## PROBLEM TO WORK ON
All of the entries are to be written out again verbatim.

BEGIN

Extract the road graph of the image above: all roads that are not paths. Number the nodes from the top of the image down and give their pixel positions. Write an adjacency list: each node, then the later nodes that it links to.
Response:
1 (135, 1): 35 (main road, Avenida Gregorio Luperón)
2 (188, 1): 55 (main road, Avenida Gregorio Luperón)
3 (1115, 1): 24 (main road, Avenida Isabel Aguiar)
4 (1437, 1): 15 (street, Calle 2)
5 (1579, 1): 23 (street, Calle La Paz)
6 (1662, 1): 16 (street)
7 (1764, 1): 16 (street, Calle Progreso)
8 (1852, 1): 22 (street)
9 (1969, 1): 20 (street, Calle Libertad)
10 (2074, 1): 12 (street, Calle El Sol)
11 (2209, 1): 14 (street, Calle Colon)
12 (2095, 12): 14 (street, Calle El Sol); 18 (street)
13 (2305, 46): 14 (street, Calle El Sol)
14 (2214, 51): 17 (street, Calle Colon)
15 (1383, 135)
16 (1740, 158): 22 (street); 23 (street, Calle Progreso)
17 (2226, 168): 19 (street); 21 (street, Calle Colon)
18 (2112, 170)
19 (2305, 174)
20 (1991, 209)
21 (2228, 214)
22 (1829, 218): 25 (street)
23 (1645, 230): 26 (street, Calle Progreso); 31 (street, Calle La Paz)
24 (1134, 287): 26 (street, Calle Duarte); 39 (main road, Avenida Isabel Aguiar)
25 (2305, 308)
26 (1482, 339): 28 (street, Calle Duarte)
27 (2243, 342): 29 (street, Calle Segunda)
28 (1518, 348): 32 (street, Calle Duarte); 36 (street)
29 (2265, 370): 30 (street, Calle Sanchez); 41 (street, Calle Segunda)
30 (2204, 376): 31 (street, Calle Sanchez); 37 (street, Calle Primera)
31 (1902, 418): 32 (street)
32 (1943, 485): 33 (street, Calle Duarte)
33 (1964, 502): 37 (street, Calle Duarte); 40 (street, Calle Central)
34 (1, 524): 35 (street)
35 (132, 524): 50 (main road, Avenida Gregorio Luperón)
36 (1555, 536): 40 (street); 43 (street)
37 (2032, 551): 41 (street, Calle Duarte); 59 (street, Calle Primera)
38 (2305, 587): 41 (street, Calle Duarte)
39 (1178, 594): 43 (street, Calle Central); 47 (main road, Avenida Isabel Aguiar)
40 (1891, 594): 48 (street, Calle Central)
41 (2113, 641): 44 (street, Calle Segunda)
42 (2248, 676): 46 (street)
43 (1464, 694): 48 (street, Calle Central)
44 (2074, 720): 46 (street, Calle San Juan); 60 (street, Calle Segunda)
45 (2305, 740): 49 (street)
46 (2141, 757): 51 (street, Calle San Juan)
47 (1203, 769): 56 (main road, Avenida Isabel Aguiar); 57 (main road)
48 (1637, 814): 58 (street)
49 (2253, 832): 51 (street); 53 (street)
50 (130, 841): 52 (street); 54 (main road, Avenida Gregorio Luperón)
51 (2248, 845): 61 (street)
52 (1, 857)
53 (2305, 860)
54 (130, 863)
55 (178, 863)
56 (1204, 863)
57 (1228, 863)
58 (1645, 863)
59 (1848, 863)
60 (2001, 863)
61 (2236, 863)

END

## ANSWER SECTION
Extract the road graph of the image above: all roads that are not paths. Number the nodes from the top of the image down and give their pixel positions. Write an adjacency list: each node, then the later nodes that it links to.
Response:
1 (135, 1): 35 (main road, Avenida Gregorio Luperón)
2 (188, 1): 55 (main road, Avenida Gregorio Luperón)
3 (1115, 1): 24 (main road, Avenida Isabel Aguiar)
4 (1437, 1): 15 (street, Calle 2)
5 (1579, 1): 23 (street, Calle La Paz)
6 (1662, 1): 16 (street)
7 (1764, 1): 16 (street, Calle Progreso)
8 (1852, 1): 22 (street)
9 (1969, 1): 20 (street, Calle Libertad)
10 (2074, 1): 12 (street, Calle El Sol)
11 (2209, 1): 14 (street, Calle Colon)
12 (2095, 12): 14 (street, Calle El Sol); 18 (street)
13 (2305, 46): 14 (street, Calle El Sol)
14 (2214, 51): 17 (street, Calle Colon)
15 (1383, 135)
16 (1740, 158): 22 (street); 23 (street, Calle Progreso)
17 (2226, 168): 19 (street); 21 (street, Calle Colon)
18 (2112, 170)
19 (2305, 174)
20 (1991, 209)
21 (2228, 214)
22 (1829, 218): 25 (street)
23 (1645, 230): 26 (street, Calle Progreso); 31 (street, Calle La Paz)
24 (1134, 287): 26 (street, Calle Duarte); 39 (main road, Avenida Isabel Aguiar)
25 (2305, 308)
26 (1482, 339): 28 (street, Calle Duarte)
27 (2243, 342): 29 (street, Calle Segunda)
28 (1518, 348): 32 (street, Calle Duarte); 36 (street)
29 (2265, 370): 30 (street, Calle Sanchez); 41 (street, Calle Segunda)
30 (2204, 376): 31 (street, Calle Sanchez); 37 (street, Calle Primera)
31 (1902, 418): 32 (street)
32 (1943, 485): 33 (street, Calle Duarte)
33 (1964, 502): 37 (street, Calle Duarte); 40 (street, Calle Central)
34 (1, 524): 35 (street)
35 (132, 524): 50 (main road, Avenida Gregorio Luperón)
36 (1555, 536): 40 (street); 43 (street)
37 (2032, 551): 41 (street, Calle Duarte); 59 (street, Calle Primera)
38 (2305, 587): 41 (street, Calle Duarte)
39 (1178, 594): 43 (street, Calle Central); 47 (main road, Avenida Isabel Aguiar)
40 (1891, 594): 48 (street, Calle Central)
41 (2113, 641): 44 (street, Calle Segunda)
42 (2248, 676): 46 (street)
43 (1464, 694): 48 (street, Calle Central)
44 (2074, 720): 46 (street, Calle San Juan); 60 (street, Calle Segunda)
45 (2305, 740): 49 (street)
46 (2141, 757): 51 (street, Calle San Juan)
47 (1203, 769): 56 (main road, Avenida Isabel Aguiar); 57 (main road)
48 (1637, 814): 58 (street)
49 (2253, 832): 51 (street); 53 (street)
50 (130, 841): 52 (street); 54 (main road, Avenida Gregorio Luperón)
51 (2248, 845): 61 (street)
52 (1, 857)
53 (2305, 860)
54 (130, 863)
55 (178, 863)
56 (1204, 863)
57 (1228, 863)
58 (1645, 863)
59 (1848, 863)
60 (2001, 863)
61 (2236, 863)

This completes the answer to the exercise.